2. Suffix Tree Visualization

The visualization of Suffix Tree of a string T is basically a rooted tree where path label (concatenation of edge label(s)) from root to each leaf describes a suffix of T. Each leaf vertex is a suffix and the integer value written inside the leaf vertex (we ensure this property with terminating symbol $) is the suffix number.


An internal vertex will branch to more than one child vertex, therefore there are more than one suffix from the root to the leaves via this internal vertex. The path label of an internal vertex is a common prefix among those suffix(es).

2-1. Example with T = "GATAGACA$"

The Suffix Tree above is built from string T = "GATAGACA$" that have these 9 suffixes:

iSuffix
0GATAGACA$
1ATAGACA$
2TAGACA$
3AGACA$
4GACA$
5ACA$
6CA$
7A$
8$

Now verify that the path labels of suffix 7/6/2 are "A$"/"CA$"/"TAGACA$", respectively (there are 6 other suffixes). The internal vertices with path label "A"/"GA" branch out to 4 suffixes {7, 5, 3, 1}/2 suffixes {4, 0}, respectively (we ignore the trivial internal vertex = root vertex that branches out to all 9 suffixes).

2-2. Terminating Symbol $

In order to ensure that every suffix of the input string T ends in a leaf vertex, we enforce that string T ends with a special terminating symbol '$' that is not used in the original string T and has ASCII value lower than the lowest allowable character in T (which is character 'A' in this visualization). This way, edge label '$' always appear at the leftmost edge of the root vertex of this Suffix Tree visualization.


For the Suffix Tree example above (for T = "GATAGACA$"), if we do not have terminating symbol '$', notice that suffix 7 "A" (without the '$') does NOT end in a leaf vertex and can complicate some operations later.

2-3. Suffix Tree has O(n) Vertices

As we have ensured that all suffixes end at a leaf vertex, there are at most n leaves/suffixes in a Suffix Tree. All internal vertices (including the root vertex if it is an internal vertex) are always branching thus there can be at most n-1 such vertices, as shown with one of the extreme test case on the right.


The maximum number of vertices in a Suffix Tree is thus = n (leaves) + (n-1) internal vertices = 2n-1 = O(n) vertices. As Suffix Tree is a tree, the maximum number of edges in a Suffix Tree is also (2n-1)-1 = O(n) edges.

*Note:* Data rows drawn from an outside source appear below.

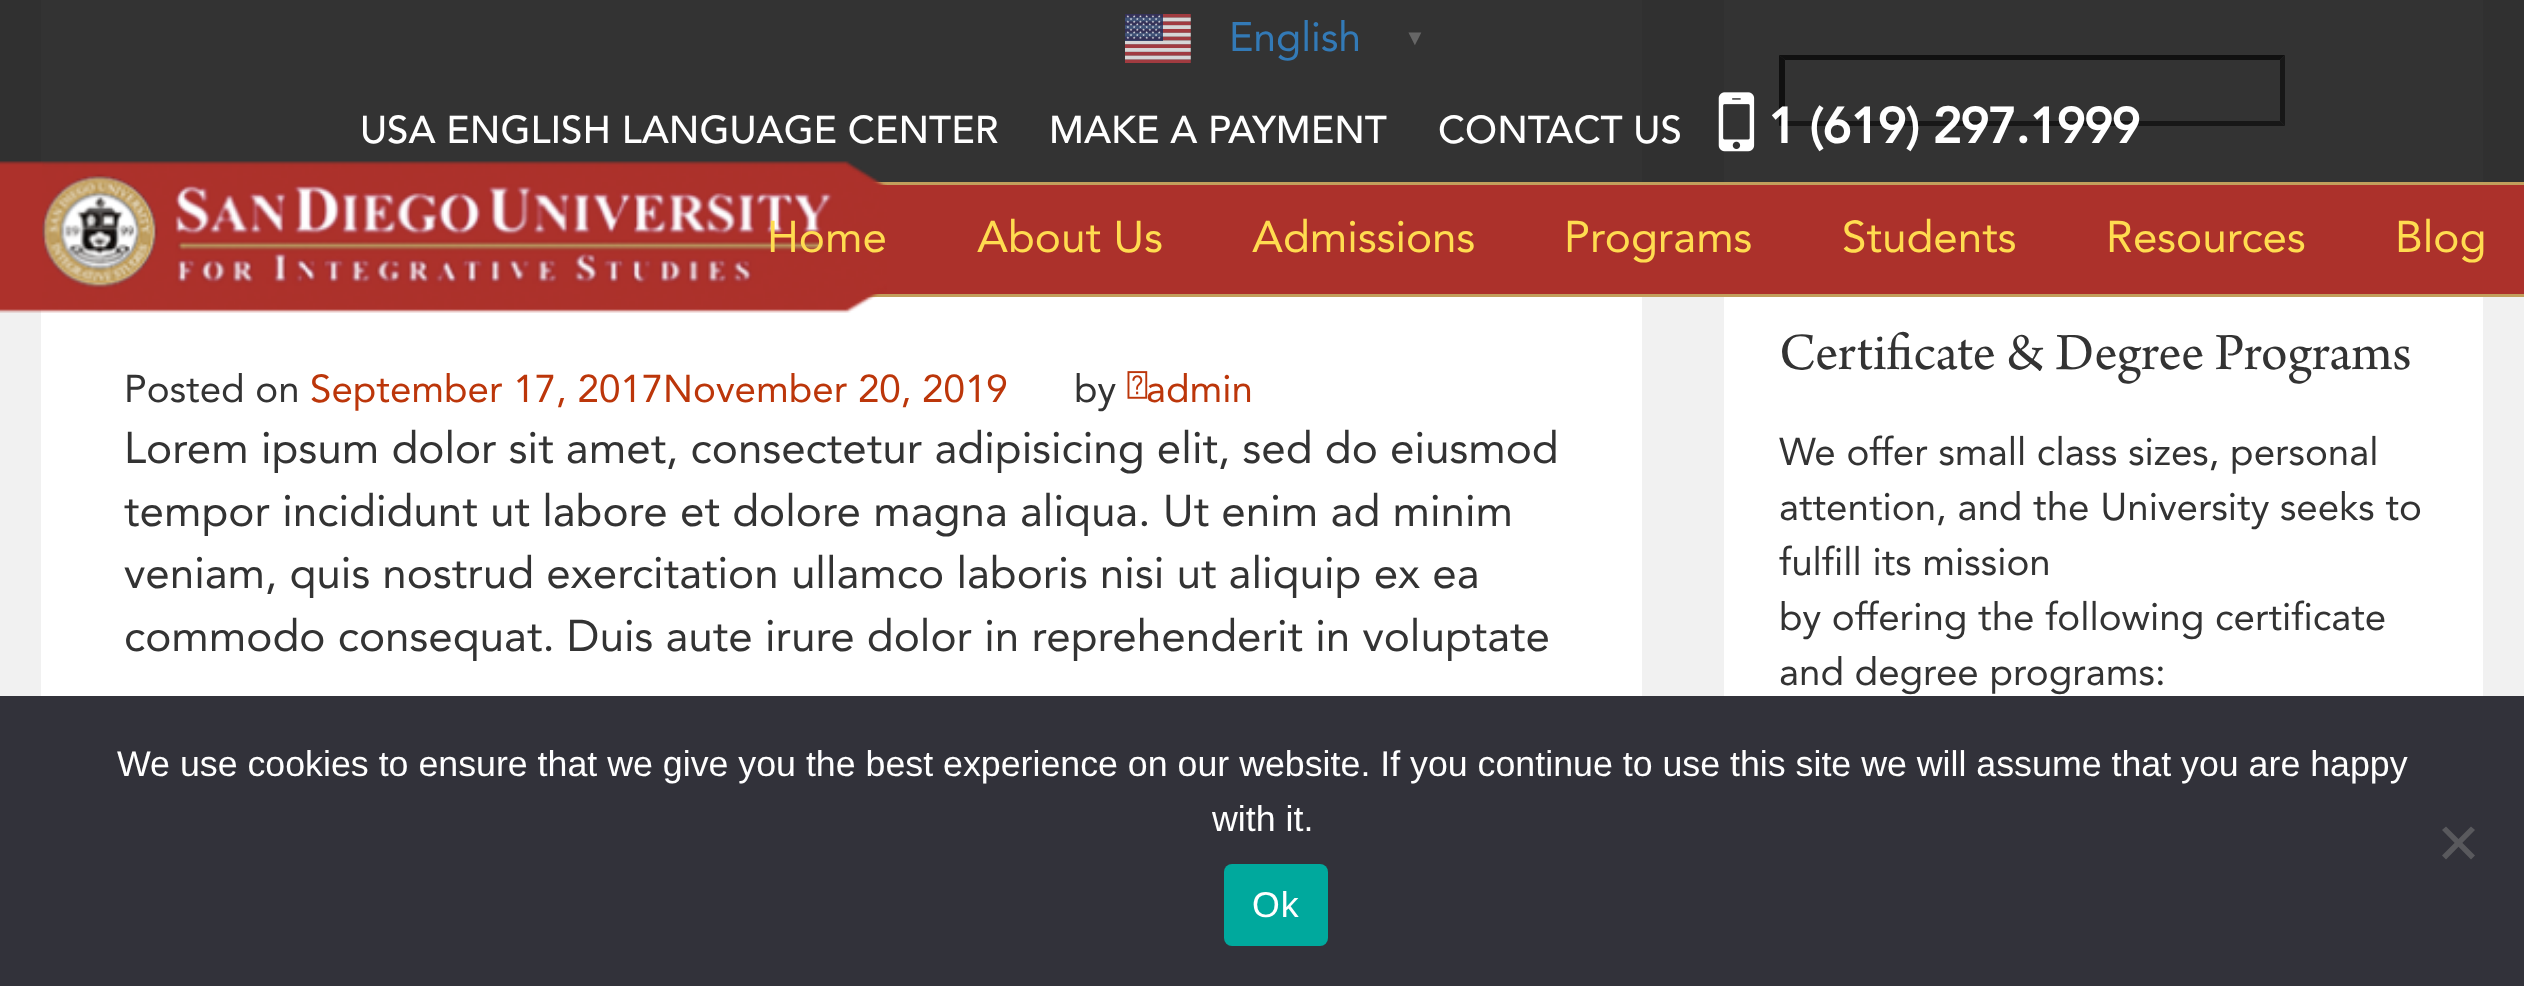 async function draw(canvas) {
  canvas.width = 2524
  canvas.height = 986
  const ctx = canvas.getContext('2d')
  ctx.miterLimit = 4
  ctx.fontKerning = 'normal'
  async function loadImage(src) {
    const img = new Image()
    img.src = src
    await img.decode()
    return img
  }

  ctx.fillStyle = '#f1f1f1'
  ctx.fillRect(0, 0, 2524, 986)
  ctx.fillStyle = '#fff'
  ctx.fillRect(41, 0, 1601, 696)
  ctx.fillRect(1724, 0, 759, 182)
  ctx.fillStyle = '#4f4f4f'
  ctx.beginPath()
  ctx.moveTo(1779, 55)
  ctx.lineTo(2285, 55)
  ctx.lineTo(2280, 60)
  ctx.lineTo(1785, 60)
  ctx.closePath()
  ctx.fill()
  ctx.fillStyle = '#767676'
  ctx.beginPath()
  ctx.moveTo(2285, 55)
  ctx.lineTo(2285, 126)
  ctx.lineTo(2280, 121)
  ctx.lineTo(2280, 60)
  ctx.closePath()
  ctx.fill()
  ctx.beginPath()
  ctx.moveTo(2285, 126)
  ctx.lineTo(1779, 126)
  ctx.lineTo(1785, 121)
  ctx.lineTo(2280, 121)
  ctx.closePath()
  ctx.fill()
  ctx.fillStyle = '#4f4f4f'
  ctx.beginPath()
  ctx.moveTo(1779, 126)
  ctx.lineTo(1779, 55)
  ctx.lineTo(1785, 60)
  ctx.lineTo(1785, 121)
  ctx.closePath()
  ctx.fill()
  ctx.fillStyle = '#000000cc'
  ctx.fillRect(0, 0, 2524, 182)
  ctx.drawImage(await loadImage('image0.png'), 1125, 14, 66, 49)
  ctx.font = '41px Avenir'
  ctx.fillStyle = '#337ab7'
  ctx.fillText('English', 1229, 51)
  ctx.font = 'bold 22px Liberation Serif'
  ctx.fillStyle = '#666'
  ctx.fillText('▼', 1404, 45)
  ctx.font = '500 38.5px Avenir'
  ctx.fillStyle = '#fff'
  ctx.fillText('USA ENGLISH LANGUAGE CENTER', 360, 143)
  ctx.fillText('MAKE A PAYMENT', 1049, 143)
  ctx.fillText('CONTACT US', 1438, 143)
  ctx.drawImage(await loadImage('image1.png'), 1718, 92, 37, 60)
  ctx.font = 'bold 49.5px Avenir'
  ctx.fillText('1 (619) 297.1999', 1768, 143)
  ctx.fillStyle = '#ac312b'
  ctx.fillRect(871, 185, 1653, 109)
  ctx.fillStyle = '#c29f5c'
  ctx.fillRect(871, 182, 1653, 3)
  ctx.fillRect(865, 294, 1659, 3)
  ctx.drawImage(await loadImage('image2.png'), 0, 161, 887, 152)
  ctx.font = '44px Avenir'
  ctx.fillStyle = '#ffdc50'
  ctx.fillText('Home', 767, 252)
  ctx.fillText('About Us', 977, 252)
  ctx.fillText('Admissions', 1252, 252)
  ctx.fillText('Programs', 1564, 252)
  ctx.fillText('Students', 1842, 252)
  ctx.fillText('Resources', 2106, 252)
  ctx.fillText('Blog', 2395, 252)
  ctx.font = '38.5px Avenir'
  ctx.fillStyle = '#333'
  ctx.fillText('Posted on', 124, 402)
  ctx.fillStyle = '#bc360a'
  ctx.fillText('September 17, 2017November 20, 2019', 310, 402)
  ctx.fillStyle = '#333'
  ctx.fillText('by', 1074, 402)
  ctx.fillStyle = '#bc360a'
  ctx.fillText('admin', 1146, 402)
  ctx.drawImage(await loadImage('image3.png'), 1127, 371, 21, 28)
  ctx.font = '44px Avenir'
  ctx.fillStyle = '#333'
  ctx.fillText('Lorem ipsum dolor sit amet, consectetur adipisicing elit, sed do eiusmod', 124, 463)
  ctx.fillText('tempor incididunt ut labore et dolore magna aliqua. Ut enim ad minim', 124, 526)
  ctx.fillText('veniam, quis nostrud exercitation ullamco laboris nisi ut aliquip ex ea', 124, 588)
  ctx.fillText('commodo consequat. Duis aute irure dolor in reprehenderit in voluptate', 124, 651)
  ctx.fillStyle = '#fff'
  ctx.fillRect(1724, 297, 759, 399)
  ctx.font = '55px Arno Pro'
  ctx.fillStyle = '#333'
  ctx.fillText('Certificate & Degree Programs', 1779, 369)
  ctx.font = '38.5px Avenir'
  ctx.fillText('We offer small class sizes, personal', 1779, 465)
  ctx.fillText('attention, and the University seeks to', 1779, 520)
  ctx.fillText('fulfill its mission', 1779, 575)
  ctx.fillText('by offering the following certificate', 1779, 630)
  ctx.fillText('and degree programs:', 1779, 685)
  ctx.fillStyle = '#32323a'
  ctx.fillRect(0, 696, 2524, 290)
  ctx.font = '35.75px Liberation Sans'
  ctx.fillStyle = '#fff'
  ctx.fillText('We use cookies to ensure that we give you the best experience on our website. If you continue to use this site we will assume that you are happy', 117, 776)
  ctx.fillText('with it.', 1212, 831)
  ctx.fillStyle = '#59595d'
  ctx.beginPath()
  ctx.moveTo(2471, 826.5)
  ctx.lineTo(2475, 830)
  ctx.lineTo(2446, 859.5)
  ctx.lineTo(2442, 855.5)
  ctx.closePath()
  ctx.fill()
  ctx.beginPath()
  ctx.moveTo(2442, 830)
  ctx.lineTo(2446, 826.5)
  ctx.lineTo(2475, 855.5)
  ctx.lineTo(2471, 859.5)
  ctx.closePath()
  ctx.fill()
  ctx.fillStyle = '#00a99d'
  ctx.beginPath()
  ctx.roundRect(1224, 864, 104, 82, 8)
  ctx.fill()
  ctx.letterSpacing = '1px'
  ctx.fillStyle = '#fff'
  ctx.fillText('Ok', 1252, 917)
}

draw(document.querySelector('canvas'))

2-4. Much Shorter Suffix Tree

When all the characters in string T is all distinct (e.g., T = "ABCDE$"), we can have the following very short Suffix Tree with exactly n+1 vertices (+1 due to root vertex).

3. 可执行的操作

All available operations on the Suffix Tree in this visualization are listed below:

  1. Build Suffix Tree (instant/details omitted) — instant-build the Suffix Tree from string T.
  2. Search — Find the vertex in Suffix Tree of a (usually longer) string T that has path label containing the (usually shorter) pattern/search string P.
  3. Longest Repeated Substring (LRS) — Find the deepest (the one that has the longest path label) internal vertex (as that vertex shares common prefix between two (or more) suffixes of T).
  4. Longest Common Substring (LCS) — Find the deepest internal vertex that contains suffixes from two different original strings.

There are a few other possible operations of Suffix Tree that are not included in this visualization.

3-1. Build Suffix Tree (instant)

In this visualization, we only show the fully constructed Suffix Tree without describing the details of the O(n) Suffix Tree construction algorithm — it is a bit too complicated. Interested readers can explore this instead.


We limit the input to only accept 12 (cannot be too long due to the available drawing space — but in the real application of Suffix Tree, n can be in order of hundred thousand to million characters) UPPERCASE (we delete your lowercase input) alphabet and the special terminating symbol '$' characters (i.e., [A-Z$]). If you do not write a terminating symbol '$' at the back of your input string, we will automatically do so. If you place a '$' in the middle of the input string, they will be ignored. And if you enter an empty input string, we will resort to the default "GATAGACA$".


For convenience, we provide a few classic test case input strings usually found in Suffix Tree/Array lectures, but to showcase the strength of this visualization tool, you are encouraged to enter any 12-characters string of your choice (ending with character '$').